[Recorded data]

---------------

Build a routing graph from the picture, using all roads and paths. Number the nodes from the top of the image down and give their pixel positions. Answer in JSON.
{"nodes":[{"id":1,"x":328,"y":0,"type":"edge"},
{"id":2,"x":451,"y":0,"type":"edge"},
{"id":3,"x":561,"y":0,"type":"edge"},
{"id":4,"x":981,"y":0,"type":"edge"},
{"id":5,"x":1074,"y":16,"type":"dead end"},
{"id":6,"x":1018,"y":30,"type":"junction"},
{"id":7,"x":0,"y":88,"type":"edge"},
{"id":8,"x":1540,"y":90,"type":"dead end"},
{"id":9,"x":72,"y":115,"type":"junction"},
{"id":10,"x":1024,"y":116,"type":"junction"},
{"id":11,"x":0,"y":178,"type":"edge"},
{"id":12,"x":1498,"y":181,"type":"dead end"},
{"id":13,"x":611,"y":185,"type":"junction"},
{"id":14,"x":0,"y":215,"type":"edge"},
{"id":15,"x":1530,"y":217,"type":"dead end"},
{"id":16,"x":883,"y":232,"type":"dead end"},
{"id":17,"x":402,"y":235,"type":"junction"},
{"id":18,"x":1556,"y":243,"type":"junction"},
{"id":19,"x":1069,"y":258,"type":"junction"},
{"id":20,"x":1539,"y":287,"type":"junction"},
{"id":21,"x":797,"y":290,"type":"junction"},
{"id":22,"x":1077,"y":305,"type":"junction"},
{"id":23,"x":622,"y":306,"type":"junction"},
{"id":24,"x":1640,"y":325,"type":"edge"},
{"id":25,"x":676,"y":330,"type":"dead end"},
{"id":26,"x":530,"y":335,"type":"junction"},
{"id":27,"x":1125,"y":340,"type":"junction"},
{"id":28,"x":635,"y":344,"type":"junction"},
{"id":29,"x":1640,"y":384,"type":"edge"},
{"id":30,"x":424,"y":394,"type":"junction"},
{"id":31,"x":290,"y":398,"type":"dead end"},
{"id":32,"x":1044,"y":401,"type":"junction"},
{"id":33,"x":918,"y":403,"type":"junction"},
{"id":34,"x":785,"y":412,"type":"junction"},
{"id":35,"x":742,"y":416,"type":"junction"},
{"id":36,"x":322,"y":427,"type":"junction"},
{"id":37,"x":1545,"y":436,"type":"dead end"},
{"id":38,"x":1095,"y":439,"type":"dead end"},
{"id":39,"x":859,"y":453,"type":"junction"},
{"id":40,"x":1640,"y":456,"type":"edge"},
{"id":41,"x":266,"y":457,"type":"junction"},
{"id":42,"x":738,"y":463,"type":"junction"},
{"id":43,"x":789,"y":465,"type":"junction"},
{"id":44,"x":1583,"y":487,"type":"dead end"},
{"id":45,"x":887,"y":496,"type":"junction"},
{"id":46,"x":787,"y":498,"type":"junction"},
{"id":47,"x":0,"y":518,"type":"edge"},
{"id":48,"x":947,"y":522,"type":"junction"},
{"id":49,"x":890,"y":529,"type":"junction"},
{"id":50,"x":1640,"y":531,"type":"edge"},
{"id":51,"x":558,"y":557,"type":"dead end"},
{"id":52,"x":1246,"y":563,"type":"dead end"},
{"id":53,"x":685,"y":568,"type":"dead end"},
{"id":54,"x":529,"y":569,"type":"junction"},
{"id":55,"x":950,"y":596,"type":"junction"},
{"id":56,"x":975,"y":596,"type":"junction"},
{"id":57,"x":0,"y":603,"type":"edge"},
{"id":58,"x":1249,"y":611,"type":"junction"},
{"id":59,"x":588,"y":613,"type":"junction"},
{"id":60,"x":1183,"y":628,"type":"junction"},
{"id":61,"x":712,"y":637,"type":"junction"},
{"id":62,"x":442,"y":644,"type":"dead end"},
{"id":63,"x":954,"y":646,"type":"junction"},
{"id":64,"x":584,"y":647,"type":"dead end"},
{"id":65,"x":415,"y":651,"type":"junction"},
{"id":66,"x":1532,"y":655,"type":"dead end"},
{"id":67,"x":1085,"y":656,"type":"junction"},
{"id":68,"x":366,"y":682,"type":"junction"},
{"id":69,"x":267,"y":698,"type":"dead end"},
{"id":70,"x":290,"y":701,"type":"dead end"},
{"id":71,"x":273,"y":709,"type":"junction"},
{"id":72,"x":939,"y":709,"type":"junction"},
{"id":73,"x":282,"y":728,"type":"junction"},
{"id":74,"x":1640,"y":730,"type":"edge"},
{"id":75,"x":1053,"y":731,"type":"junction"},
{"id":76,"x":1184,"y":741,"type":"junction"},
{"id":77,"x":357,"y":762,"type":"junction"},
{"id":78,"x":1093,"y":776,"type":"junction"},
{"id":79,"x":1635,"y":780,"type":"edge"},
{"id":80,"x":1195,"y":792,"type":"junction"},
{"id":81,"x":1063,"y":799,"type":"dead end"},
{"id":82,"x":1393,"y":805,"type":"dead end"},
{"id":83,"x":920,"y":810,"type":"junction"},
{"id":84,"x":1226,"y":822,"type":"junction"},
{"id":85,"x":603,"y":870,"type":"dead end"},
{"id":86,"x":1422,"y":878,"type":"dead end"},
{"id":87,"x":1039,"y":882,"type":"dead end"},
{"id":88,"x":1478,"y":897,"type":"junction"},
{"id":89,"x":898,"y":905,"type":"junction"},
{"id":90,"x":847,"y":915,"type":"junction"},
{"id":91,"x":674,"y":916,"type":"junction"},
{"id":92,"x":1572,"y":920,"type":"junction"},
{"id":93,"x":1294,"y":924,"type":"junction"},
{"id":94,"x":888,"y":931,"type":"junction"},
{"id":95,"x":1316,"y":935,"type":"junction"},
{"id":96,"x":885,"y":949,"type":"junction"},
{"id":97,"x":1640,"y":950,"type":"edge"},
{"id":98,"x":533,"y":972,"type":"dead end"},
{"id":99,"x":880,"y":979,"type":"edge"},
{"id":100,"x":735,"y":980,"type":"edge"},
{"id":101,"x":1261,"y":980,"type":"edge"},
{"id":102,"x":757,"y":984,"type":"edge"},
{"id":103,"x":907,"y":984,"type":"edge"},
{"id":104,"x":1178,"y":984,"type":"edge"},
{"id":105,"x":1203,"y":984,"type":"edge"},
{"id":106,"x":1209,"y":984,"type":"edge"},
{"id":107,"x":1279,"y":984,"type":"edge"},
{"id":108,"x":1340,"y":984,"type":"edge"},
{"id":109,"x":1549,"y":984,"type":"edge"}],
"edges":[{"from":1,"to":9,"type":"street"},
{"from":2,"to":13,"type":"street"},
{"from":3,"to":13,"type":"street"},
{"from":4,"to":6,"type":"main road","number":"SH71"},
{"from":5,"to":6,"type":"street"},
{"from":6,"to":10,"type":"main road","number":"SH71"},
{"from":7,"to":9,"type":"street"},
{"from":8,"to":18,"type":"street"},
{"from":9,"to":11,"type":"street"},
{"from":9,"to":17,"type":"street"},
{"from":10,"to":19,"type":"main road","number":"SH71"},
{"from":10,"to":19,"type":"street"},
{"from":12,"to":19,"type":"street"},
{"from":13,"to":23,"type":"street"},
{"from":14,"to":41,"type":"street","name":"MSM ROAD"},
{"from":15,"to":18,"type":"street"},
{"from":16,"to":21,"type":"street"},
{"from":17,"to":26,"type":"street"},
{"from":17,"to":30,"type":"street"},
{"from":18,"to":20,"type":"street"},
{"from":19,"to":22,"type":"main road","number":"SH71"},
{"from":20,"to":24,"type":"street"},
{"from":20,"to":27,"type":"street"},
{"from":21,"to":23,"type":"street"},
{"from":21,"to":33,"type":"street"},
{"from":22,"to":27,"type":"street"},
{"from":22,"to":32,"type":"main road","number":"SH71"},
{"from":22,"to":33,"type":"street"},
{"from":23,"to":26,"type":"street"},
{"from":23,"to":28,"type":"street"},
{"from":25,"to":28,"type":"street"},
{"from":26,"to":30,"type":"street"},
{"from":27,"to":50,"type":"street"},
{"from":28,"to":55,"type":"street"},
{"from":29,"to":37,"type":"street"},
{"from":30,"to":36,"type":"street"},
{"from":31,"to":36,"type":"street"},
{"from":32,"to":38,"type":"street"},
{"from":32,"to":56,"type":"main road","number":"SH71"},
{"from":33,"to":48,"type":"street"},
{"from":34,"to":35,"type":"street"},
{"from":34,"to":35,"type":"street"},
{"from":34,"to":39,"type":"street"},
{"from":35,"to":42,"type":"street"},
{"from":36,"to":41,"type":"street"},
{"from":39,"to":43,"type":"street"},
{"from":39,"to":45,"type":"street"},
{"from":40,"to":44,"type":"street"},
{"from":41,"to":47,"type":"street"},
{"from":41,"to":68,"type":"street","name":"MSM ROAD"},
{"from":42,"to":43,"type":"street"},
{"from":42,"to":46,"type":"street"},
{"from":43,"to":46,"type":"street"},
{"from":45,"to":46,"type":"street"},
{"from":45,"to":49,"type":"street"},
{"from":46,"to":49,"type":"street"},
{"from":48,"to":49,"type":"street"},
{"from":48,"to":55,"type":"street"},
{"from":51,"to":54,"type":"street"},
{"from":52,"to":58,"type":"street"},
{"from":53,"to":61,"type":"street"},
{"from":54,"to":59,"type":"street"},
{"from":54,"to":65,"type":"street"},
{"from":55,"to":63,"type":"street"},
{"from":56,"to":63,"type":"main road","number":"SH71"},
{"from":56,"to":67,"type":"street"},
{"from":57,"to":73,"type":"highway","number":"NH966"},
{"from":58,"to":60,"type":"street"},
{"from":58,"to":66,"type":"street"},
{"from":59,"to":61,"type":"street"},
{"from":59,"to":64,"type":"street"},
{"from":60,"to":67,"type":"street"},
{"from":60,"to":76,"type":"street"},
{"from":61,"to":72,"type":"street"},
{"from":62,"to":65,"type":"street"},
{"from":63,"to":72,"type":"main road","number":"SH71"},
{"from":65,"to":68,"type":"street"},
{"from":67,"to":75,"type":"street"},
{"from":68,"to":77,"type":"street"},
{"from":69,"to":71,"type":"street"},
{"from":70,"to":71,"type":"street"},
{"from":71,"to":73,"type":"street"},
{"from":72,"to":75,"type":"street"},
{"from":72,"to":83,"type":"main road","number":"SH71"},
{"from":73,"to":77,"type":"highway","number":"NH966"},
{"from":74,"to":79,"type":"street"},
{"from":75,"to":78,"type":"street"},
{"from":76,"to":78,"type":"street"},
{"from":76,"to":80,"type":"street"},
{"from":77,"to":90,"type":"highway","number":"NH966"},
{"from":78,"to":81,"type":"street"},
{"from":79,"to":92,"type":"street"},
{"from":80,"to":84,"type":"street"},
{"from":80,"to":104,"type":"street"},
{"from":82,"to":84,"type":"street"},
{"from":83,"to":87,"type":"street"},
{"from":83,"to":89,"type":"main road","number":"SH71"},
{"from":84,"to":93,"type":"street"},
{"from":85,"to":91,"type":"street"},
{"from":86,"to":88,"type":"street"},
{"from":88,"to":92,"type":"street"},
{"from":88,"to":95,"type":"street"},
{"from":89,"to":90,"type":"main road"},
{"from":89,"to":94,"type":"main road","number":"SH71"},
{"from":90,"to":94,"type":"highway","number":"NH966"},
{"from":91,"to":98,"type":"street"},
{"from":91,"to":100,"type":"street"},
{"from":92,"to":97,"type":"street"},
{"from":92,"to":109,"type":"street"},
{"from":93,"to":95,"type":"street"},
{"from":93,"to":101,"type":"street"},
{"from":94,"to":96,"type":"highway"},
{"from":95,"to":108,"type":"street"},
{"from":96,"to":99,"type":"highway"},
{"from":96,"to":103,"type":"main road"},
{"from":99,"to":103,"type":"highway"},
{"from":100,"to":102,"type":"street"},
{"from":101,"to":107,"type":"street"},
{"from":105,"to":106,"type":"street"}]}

---------------

- **Exercise**
Filter by the word "highway": copy every line of the data that holds it.

- **Solution**
{"from":57,"to":73,"type":"highway","number":"NH966"},
{"from":73,"to":77,"type":"highway","number":"NH966"},
{"from":77,"to":90,"type":"highway","number":"NH966"},
{"from":90,"to":94,"type":"highway","number":"NH966"},
{"from":94,"to":96,"type":"highway"},
{"from":96,"to":99,"type":"highway"},
{"from":99,"to":103,"type":"highway"},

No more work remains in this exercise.